環境内に存在するいずれかのデッキに尖った有利を付けられるわけではないが明確に不利の付く対面も少なく、どんな相手にもプランニング次第で「勝ち筋」を見つけられるのがこれらのデッキの強みだ。
同系列のデッキを用いて上位に入賞したプレイヤーの多くはメタクリーチャーの採用を必要最少限に留め、《終末王秘伝オリジナルフィナーレ》によるマナランプとゲームの趨勢を決定づける重量級のフィニッシュカード、そして十分な時間を稼ぐための豊富な受け札を主軸として40枚を選び抜いている。
少なくとも今回のメタゲームにおいては、防御面を意識してどっしりと腰を据えた構築が大きな成功を収めていたことは特筆しておくべきだろう。
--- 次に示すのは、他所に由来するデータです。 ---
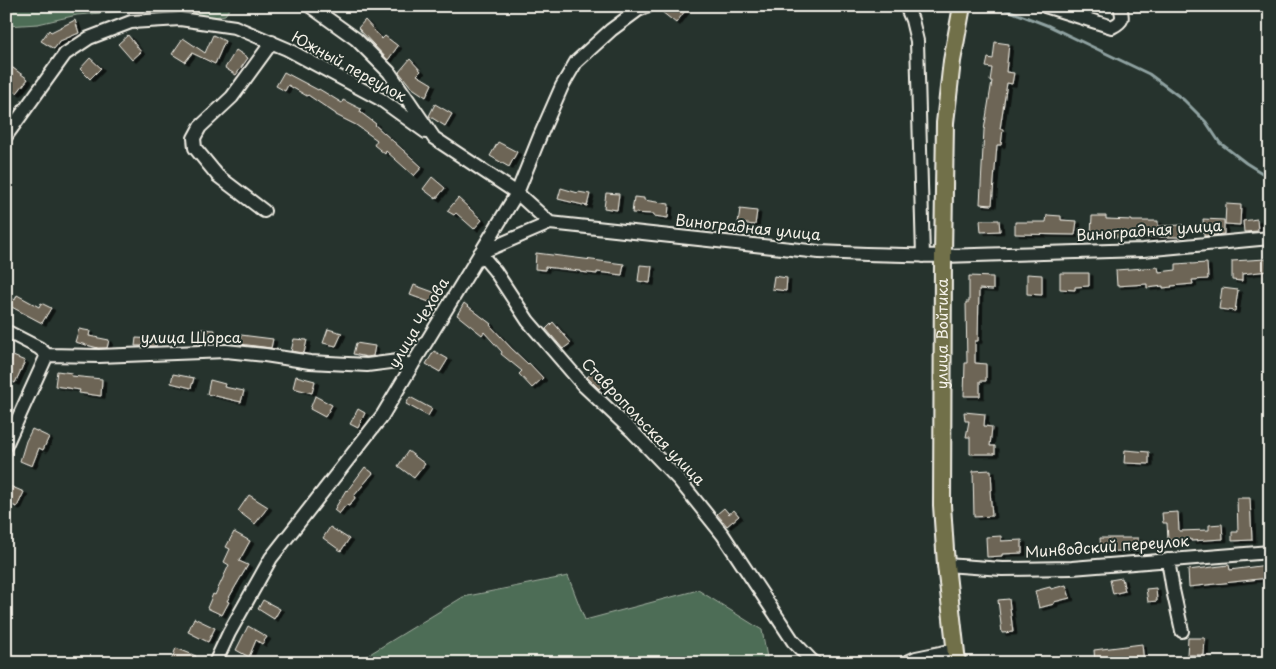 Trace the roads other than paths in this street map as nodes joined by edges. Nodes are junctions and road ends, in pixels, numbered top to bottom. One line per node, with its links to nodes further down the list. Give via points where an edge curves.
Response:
1 (310, 6): 9 (street, via 356,39 389,72)
2 (648, 6): 10 (street, улица Чехова, via 611,30 576,62 558,94)
3 (906, 6): 15 (street, via 917,41)
4 (962, 6): 16 (main road, улица Войтика, via 945,123)
5 (1045, 6): 6 (street, via 1112,27 1119,24 1122,17)
6 (1120, 6)
7 (272, 42): 8 (street, Южный переулок, via 235,27 180,19 131,22 89,38 65,54); 9 (street, Южный переулок, via 380,99); 11 (street, Южный переулок, via 232,96 200,127 194,138 195,148 218,176)
8 (6, 136)
9 (434, 138): 10 (street)
10 (517, 192): 12 (street); 14 (street, улица Чехова)
11 (264, 211)
12 (550, 223): 14 (street); 15 (street, Виноградная улица, via 819,252)
13 (1270, 238): 16 (street, Виноградная улица, via 1143,250)
14 (480, 253): 19 (street, улица Чехова); 27 (street, Ставропольская улица, via 528,321 584,386 685,486 723,534 793,641)
15 (923, 256): 16 (street, Виноградная улица)
16 (943, 256): 23 (main road, улица Войтика, via 942,488)
17 (6, 331): 18 (street)
18 (47, 355): 19 (street, улица Щорса, via 226,352 367,366 398,361); 20 (street)
19 (412, 366): 26 (street, улица Чехова, via 382,416 271,558)
20 (6, 445)
21 (1270, 552): 22 (street, Минводский переулок)
22 (1168, 560): 23 (street, Минводский переулок, via 1072,568 1002,569); 24 (street)
23 (946, 565): 25 (main road, улица Войтика)
24 (1182, 631)
25 (956, 656): 28 (street, via 916,658)
26 (215, 663)
27 (815, 663)
28 (905, 663) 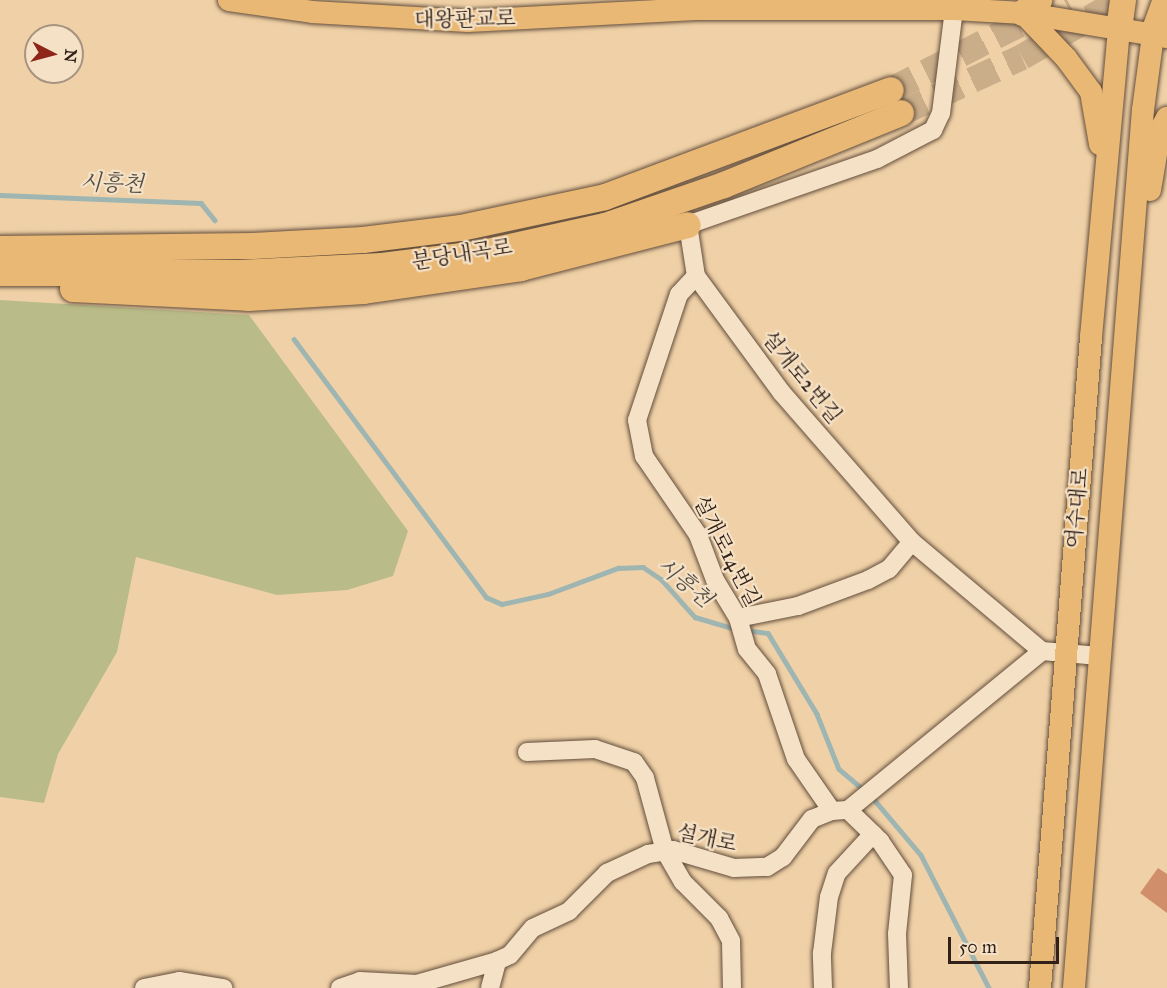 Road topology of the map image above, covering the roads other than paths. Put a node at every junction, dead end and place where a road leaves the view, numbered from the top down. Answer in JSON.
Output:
{"nodes":[{"id":1,"x":229,"y":0,"type":"edge"},
{"id":2,"x":1123,"y":0,"type":"edge"},
{"id":3,"x":1166,"y":0,"type":"edge"},
{"id":4,"x":1028,"y":4,"type":"edge"},
{"id":5,"x":696,"y":5,"type":"edge"},
{"id":6,"x":954,"y":9,"type":"junction"},
{"id":7,"x":1119,"y":29,"type":"junction"},
{"id":8,"x":1160,"y":36,"type":"edge"},
{"id":9,"x":1167,"y":118,"type":"edge"},
{"id":10,"x":1106,"y":173,"type":"junction"},
{"id":11,"x":688,"y":225,"type":"junction"},
{"id":12,"x":0,"y":249,"type":"edge"},
{"id":13,"x":10,"y":274,"type":"edge"},
{"id":14,"x":696,"y":276,"type":"junction"},
{"id":15,"x":1128,"y":291,"type":"junction"},
{"id":16,"x":912,"y":542,"type":"junction"},
{"id":17,"x":738,"y":619,"type":"junction"},
{"id":18,"x":1042,"y":651,"type":"junction"},
{"id":19,"x":1065,"y":653,"type":"junction"},
{"id":20,"x":1099,"y":656,"type":"junction"},
{"id":21,"x":527,"y":752,"type":"dead end"},
{"id":22,"x":847,"y":807,"type":"junction"},
{"id":23,"x":873,"y":834,"type":"junction"},
{"id":24,"x":665,"y":851,"type":"junction"},
{"id":25,"x":497,"y":961,"type":"junction"},
{"id":26,"x":144,"y":988,"type":"edge"},
{"id":27,"x":223,"y":988,"type":"edge"},
{"id":28,"x":340,"y":988,"type":"edge"},
{"id":29,"x":490,"y":988,"type":"edge"},
{"id":30,"x":732,"y":988,"type":"edge"},
{"id":31,"x":823,"y":988,"type":"edge"},
{"id":32,"x":899,"y":988,"type":"edge"},
{"id":33,"x":1040,"y":988,"type":"edge"},
{"id":34,"x":1074,"y":988,"type":"edge"}],
"edges":[{"from":1,"to":5,"type":"main road","name":"대왕판교로"},
{"from":2,"to":7,"type":"highway"},
{"from":3,"to":8,"type":"highway"},
{"from":4,"to":6,"type":"main road","name":"대왕판교로"},
{"from":4,"to":7,"type":"main road","name":"대왕판교로"},
{"from":4,"to":10,"type":"main road"},
{"from":5,"to":6,"type":"main road","name":"대왕판교로"},
{"from":6,"to":11,"type":"street"},
{"from":7,"to":8,"type":"main road","name":"대왕판교로"},
{"from":7,"to":10,"type":"main road","name":"여수대로"},
{"from":8,"to":15,"type":"main road","name":"여수대로"},
{"from":9,"to":15,"type":"main road"},
{"from":10,"to":19,"type":"main road","name":"여수대로"},
{"from":11,"to":13,"type":"highway"},
{"from":11,"to":14,"type":"street","name":"설개로2번길"},
{"from":12,"to":13,"type":"highway","name":"분당내곡로"},
{"from":14,"to":16,"type":"street","name":"설개로2번길"},
{"from":14,"to":17,"type":"street","name":"설개로14번길"},
{"from":15,"to":20,"type":"main road","name":"여수대로"},
{"from":16,"to":17,"type":"street"},
{"from":16,"to":18,"type":"street","name":"설개로2번길"},
{"from":17,"to":22,"type":"street","name":"설개로14번길"},
{"from":18,"to":19,"type":"street"},
{"from":18,"to":22,"type":"street","name":"설개로"},
{"from":19,"to":20,"type":"street"},
{"from":19,"to":33,"type":"main road","name":"여수대로"},
{"from":20,"to":34,"type":"main road","name":"여수대로"},
{"from":21,"to":24,"type":"street"},
{"from":22,"to":23,"type":"street","name":"설개로14번길"},
{"from":22,"to":24,"type":"street","name":"설개로"},
{"from":23,"to":31,"type":"street"},
{"from":23,"to":32,"type":"street","name":"설개로14번길"},
{"from":24,"to":25,"type":"street","name":"설개로"},
{"from":24,"to":30,"type":"street"},
{"from":25,"to":28,"type":"street","name":"설개로"},
{"from":25,"to":29,"type":"street"},
{"from":26,"to":27,"type":"street"}]} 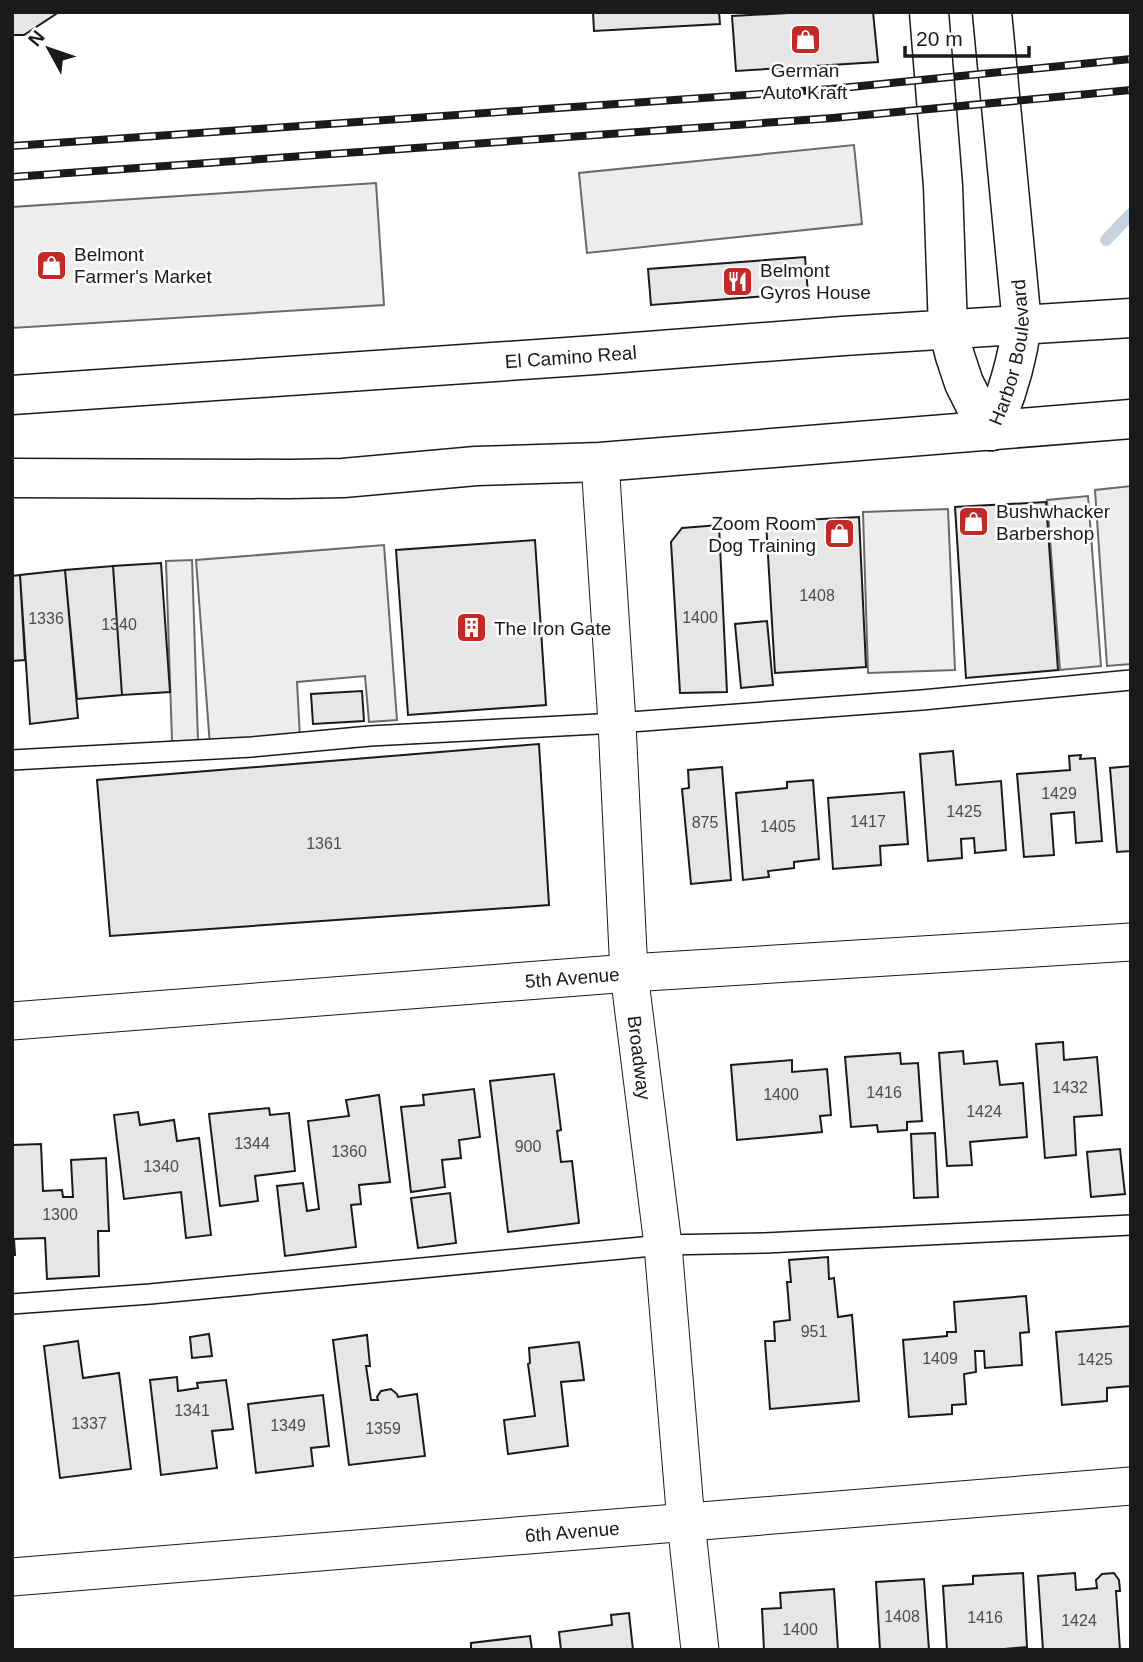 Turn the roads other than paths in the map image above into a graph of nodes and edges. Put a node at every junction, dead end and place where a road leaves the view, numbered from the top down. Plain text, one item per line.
1 (929, 12) edge
2 (992, 12) edge
3 (1131, 318) edge
4 (1022, 324) junction
5 (948, 329) junction
6 (12, 395) edge
7 (1131, 419) edge
8 (991, 431) junction
9 (600, 462) junction
10 (12, 478) edge
11 (1131, 680) edge
12 (617, 723) junction
13 (12, 760) edge
14 (1131, 942) edge
15 (629, 973) junction
16 (12, 1021) edge
17 (1131, 1225) edge
18 (663, 1245) junction
19 (12, 1304) edge
20 (1131, 1486) edge
21 (686, 1522) junction
22 (12, 1577) edge
23 (700, 1650) edge

1 - 5 main road, Harbor Boulevard
2 - 4 main road, Harbor Boulevard
3 - 4 main road, El Camino Real
4 - 5 main road, El Camino Real
4 - 8 main road, Harbor Boulevard
5 - 6 main road, El Camino Real
5 - 8 main road, Harbor Boulevard
7 - 8 main road
8 - 9 main road
9 - 10 main road
9 - 12 street, Broadway
11 - 12 lane
12 - 13 lane
12 - 15 street, Broadway
14 - 15 street, 5th Avenue
15 - 16 street, 5th Avenue
15 - 18 street, Broadway
17 - 18 lane
18 - 19 lane
18 - 21 street, Broadway
20 - 21 street, 6th Avenue
21 - 22 street, 6th Avenue
21 - 23 street, Broadway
【サガループ】包囲網の中を駆け抜けた【火単ブランド】をはじめとするビートダウンデッキが華々しく優勝を飾ったGP2023-1st Day2。
ベスト16に目を向けてもビートダウンデッキの活躍は華々しく、今大会においてこれらのデッキが「勝ち組」であったことは間違いない。
しかし、それは【サガループ】や【水闇自然オービーメイカー】、【4c邪王門】といったデッキが劣っていたというわけではなく、あくまでメタゲームの焦点が【サガループ】にあり、わかりやすく対策されやすい「標的」だったから、という事情は大いにあるだろう。
本戦進出者の母数からも読み取れるように、現在のオリジナル環境はある程度目立ったデッキはありつつも、絶妙な均衡の上に成り立っている。
目前に迫ったアビス・レボリューション第1弾 「双竜戦記」の発売によって現在のカードプールは終焉を迎えるが、今回活躍したデッキたちは以降も引き続き有力なデッキであり続けるだろう。
このメタゲームブレイクダウンが、次の時代を切り拓くヒントとなれば幸いだ。